> Exercise objective: Tally the lines of the entries below that hold the word "hand", and please give only the total.

*** Opening of Listed records ***

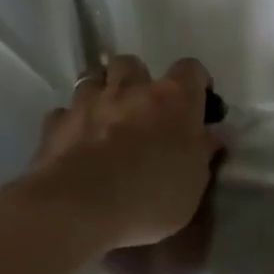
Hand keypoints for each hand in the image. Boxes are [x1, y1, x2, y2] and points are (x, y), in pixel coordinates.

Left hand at [18, 55, 220, 251]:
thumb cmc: (151, 194)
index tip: (199, 102)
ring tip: (107, 117)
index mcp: (174, 99)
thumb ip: (205, 150)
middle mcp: (131, 90)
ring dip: (101, 92)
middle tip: (143, 107)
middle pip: (132, 63)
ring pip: (93, 78)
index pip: (191, 69)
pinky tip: (76, 141)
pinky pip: (63, 112)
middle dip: (137, 79)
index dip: (196, 82)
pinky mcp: (54, 125)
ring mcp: (88, 103)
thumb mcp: (195, 181)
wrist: (77, 210)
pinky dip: (71, 121)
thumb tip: (218, 131)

*** Close of Listed records ***

> Your response: 2